Lines in the listing below that include the word "image" need to be copied.
====== EXTRACTED RECORDS
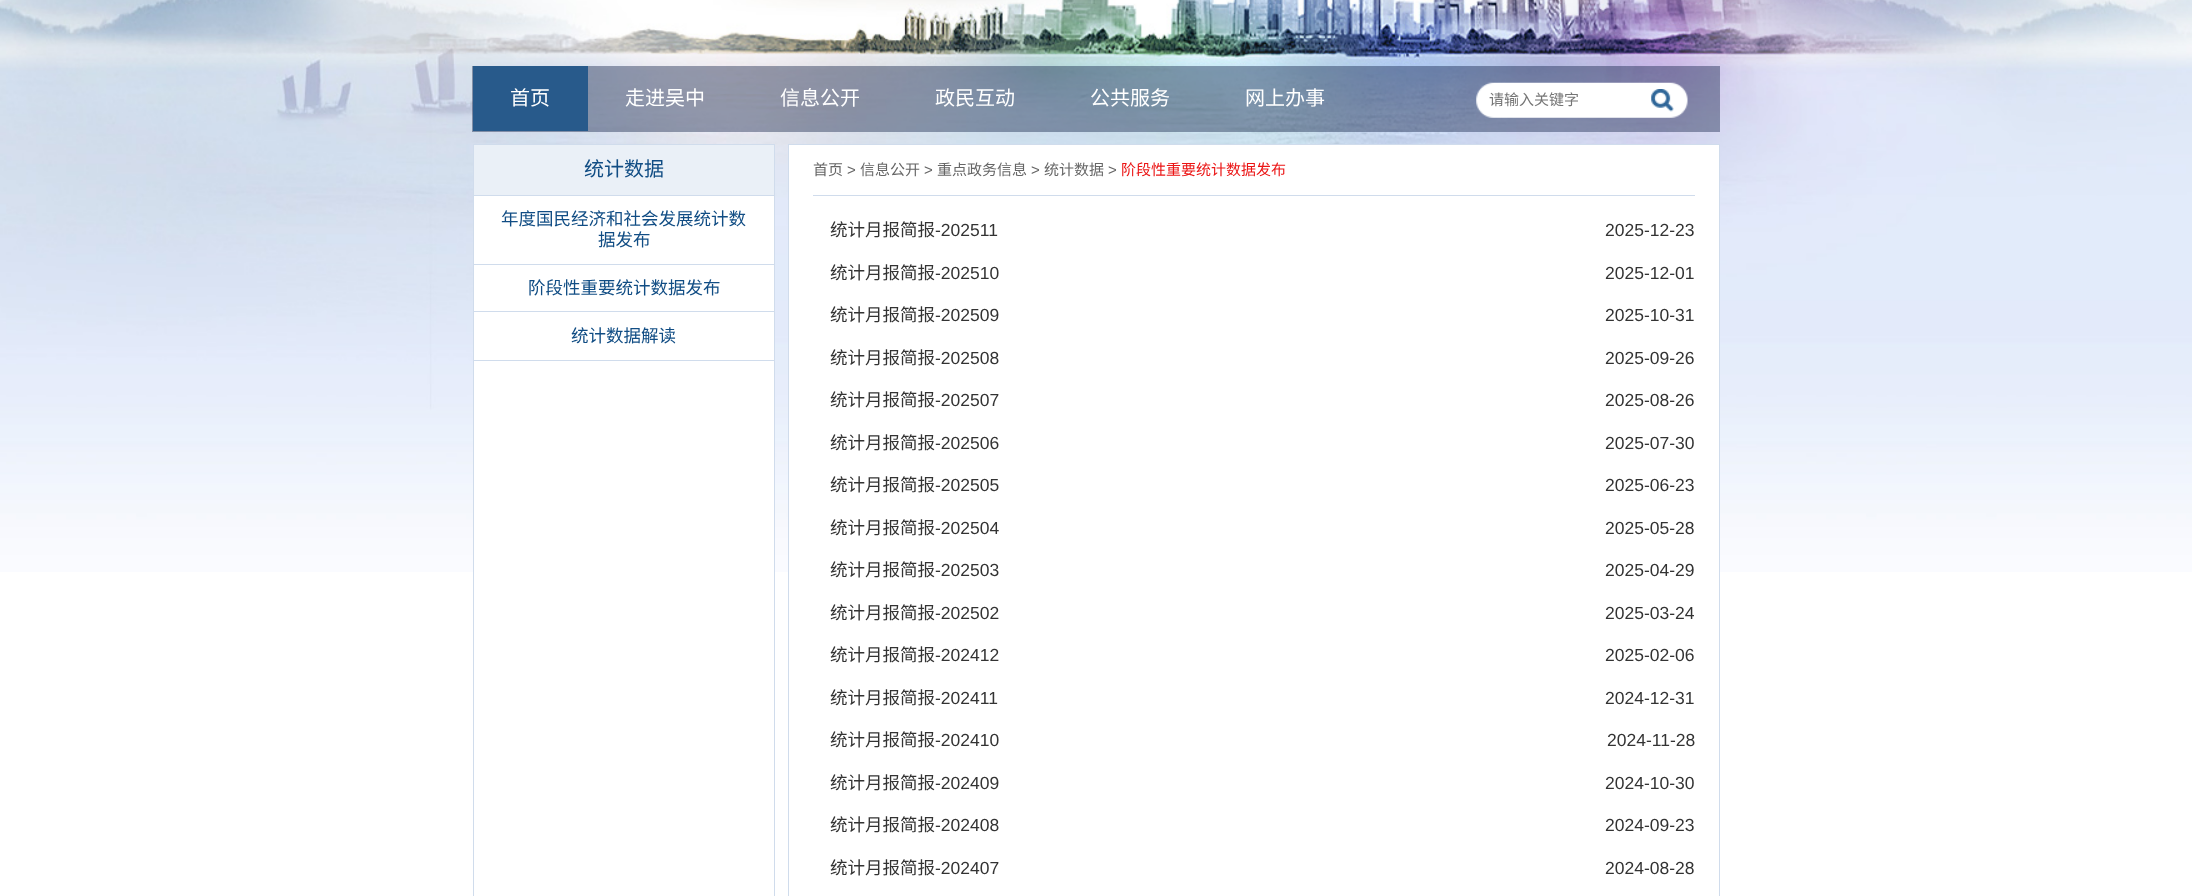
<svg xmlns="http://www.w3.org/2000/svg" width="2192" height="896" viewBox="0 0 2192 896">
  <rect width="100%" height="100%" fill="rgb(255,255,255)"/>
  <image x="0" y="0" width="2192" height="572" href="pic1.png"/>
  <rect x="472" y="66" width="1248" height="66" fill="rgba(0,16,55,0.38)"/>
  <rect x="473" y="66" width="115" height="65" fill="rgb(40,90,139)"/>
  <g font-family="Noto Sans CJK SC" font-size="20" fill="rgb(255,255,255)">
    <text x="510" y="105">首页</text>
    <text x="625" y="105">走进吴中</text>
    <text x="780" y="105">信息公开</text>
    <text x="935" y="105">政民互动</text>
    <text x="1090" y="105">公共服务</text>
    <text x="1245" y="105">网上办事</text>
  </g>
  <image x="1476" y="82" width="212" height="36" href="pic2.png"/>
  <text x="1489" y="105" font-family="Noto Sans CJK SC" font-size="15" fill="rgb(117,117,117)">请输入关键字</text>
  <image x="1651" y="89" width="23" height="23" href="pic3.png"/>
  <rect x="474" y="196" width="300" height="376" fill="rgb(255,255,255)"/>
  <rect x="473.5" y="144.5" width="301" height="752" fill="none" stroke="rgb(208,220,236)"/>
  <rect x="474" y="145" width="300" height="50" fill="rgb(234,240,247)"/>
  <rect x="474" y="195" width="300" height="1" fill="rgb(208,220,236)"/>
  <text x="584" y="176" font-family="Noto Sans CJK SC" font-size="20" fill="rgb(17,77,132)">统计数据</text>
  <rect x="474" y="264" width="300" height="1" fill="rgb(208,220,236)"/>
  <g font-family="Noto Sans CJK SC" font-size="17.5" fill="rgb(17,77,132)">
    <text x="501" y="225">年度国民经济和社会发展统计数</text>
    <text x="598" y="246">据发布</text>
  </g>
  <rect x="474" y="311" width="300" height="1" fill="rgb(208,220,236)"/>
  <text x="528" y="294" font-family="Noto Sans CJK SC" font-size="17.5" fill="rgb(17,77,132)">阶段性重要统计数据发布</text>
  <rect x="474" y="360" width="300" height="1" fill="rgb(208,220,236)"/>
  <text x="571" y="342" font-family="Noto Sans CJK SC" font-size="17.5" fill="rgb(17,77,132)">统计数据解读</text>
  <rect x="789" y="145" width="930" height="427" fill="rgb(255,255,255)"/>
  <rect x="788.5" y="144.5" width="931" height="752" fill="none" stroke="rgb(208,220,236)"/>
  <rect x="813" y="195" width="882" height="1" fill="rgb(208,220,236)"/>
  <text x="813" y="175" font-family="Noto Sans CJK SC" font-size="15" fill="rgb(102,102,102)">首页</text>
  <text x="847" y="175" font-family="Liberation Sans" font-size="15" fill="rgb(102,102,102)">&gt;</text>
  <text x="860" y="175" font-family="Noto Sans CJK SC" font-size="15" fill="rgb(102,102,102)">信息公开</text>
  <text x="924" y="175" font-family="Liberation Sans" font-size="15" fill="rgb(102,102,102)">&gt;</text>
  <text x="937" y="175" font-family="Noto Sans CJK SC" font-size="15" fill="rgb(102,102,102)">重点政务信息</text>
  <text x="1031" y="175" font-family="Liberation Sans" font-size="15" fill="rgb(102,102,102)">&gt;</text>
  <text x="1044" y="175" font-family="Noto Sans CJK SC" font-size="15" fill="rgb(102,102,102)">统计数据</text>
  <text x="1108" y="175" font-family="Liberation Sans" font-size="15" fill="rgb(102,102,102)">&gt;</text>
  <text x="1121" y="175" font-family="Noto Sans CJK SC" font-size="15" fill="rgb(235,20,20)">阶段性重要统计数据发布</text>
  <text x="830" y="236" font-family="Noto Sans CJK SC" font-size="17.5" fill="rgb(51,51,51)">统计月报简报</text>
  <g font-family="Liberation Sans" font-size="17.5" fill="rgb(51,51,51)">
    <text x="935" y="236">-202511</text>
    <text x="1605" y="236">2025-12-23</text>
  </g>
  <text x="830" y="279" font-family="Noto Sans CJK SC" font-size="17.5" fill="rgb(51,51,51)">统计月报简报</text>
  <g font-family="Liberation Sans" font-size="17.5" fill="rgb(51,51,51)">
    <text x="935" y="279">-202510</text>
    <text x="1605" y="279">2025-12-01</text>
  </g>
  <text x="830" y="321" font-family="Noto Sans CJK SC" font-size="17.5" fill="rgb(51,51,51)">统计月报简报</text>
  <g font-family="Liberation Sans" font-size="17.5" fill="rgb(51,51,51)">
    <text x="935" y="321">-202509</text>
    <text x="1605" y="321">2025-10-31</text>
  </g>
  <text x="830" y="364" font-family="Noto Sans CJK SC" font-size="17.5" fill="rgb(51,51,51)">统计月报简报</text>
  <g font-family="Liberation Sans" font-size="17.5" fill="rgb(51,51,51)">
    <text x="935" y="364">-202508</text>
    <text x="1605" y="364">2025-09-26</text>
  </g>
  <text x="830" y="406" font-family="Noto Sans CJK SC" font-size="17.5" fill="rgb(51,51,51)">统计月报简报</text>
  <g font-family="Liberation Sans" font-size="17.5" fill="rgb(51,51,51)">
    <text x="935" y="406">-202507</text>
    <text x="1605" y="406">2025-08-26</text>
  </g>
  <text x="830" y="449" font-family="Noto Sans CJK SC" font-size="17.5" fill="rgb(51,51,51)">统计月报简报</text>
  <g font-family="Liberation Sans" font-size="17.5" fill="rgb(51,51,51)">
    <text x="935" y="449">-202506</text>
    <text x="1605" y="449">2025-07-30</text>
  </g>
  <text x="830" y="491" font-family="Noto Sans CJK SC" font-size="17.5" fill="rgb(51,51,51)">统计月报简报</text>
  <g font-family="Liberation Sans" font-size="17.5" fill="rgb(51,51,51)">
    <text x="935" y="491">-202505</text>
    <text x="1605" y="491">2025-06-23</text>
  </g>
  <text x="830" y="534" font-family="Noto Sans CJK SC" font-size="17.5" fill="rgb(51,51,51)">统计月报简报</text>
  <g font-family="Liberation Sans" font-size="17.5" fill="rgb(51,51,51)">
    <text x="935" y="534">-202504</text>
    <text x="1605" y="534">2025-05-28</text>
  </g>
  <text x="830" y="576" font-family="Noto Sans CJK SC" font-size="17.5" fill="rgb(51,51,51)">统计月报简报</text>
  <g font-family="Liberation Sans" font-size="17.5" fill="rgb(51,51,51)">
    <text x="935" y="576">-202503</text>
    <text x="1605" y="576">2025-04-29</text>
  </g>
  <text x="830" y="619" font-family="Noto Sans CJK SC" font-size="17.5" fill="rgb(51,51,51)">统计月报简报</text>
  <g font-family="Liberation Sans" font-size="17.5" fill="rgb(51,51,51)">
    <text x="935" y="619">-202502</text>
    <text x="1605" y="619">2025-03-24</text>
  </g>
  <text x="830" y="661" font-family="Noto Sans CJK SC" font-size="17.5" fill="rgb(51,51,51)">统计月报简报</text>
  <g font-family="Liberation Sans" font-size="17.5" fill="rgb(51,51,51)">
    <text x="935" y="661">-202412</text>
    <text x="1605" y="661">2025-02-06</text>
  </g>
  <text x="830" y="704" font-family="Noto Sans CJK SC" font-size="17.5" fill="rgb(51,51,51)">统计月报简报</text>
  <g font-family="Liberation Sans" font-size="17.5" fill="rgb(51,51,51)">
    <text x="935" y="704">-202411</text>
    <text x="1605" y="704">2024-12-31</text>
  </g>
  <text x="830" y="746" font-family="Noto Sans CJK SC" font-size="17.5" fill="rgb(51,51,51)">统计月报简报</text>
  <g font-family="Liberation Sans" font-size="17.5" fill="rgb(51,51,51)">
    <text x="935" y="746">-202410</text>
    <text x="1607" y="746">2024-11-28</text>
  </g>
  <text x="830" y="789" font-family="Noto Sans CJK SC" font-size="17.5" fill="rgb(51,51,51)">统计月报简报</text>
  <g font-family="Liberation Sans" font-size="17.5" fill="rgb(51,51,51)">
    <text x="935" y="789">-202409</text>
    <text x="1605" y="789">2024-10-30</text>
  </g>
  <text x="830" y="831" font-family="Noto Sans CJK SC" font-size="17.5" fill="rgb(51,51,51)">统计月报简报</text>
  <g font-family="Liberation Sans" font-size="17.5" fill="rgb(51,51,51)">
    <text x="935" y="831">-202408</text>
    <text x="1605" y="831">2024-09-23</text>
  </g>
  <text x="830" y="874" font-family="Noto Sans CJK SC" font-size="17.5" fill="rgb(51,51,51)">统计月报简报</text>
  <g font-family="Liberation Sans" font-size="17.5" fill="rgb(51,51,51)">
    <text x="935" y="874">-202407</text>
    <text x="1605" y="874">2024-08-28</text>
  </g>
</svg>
============
» ANSWER BOX:
  <image x="0" y="0" width="2192" height="572" href="pic1.png"/>
  <image x="1476" y="82" width="212" height="36" href="pic2.png"/>
  <image x="1651" y="89" width="23" height="23" href="pic3.png"/>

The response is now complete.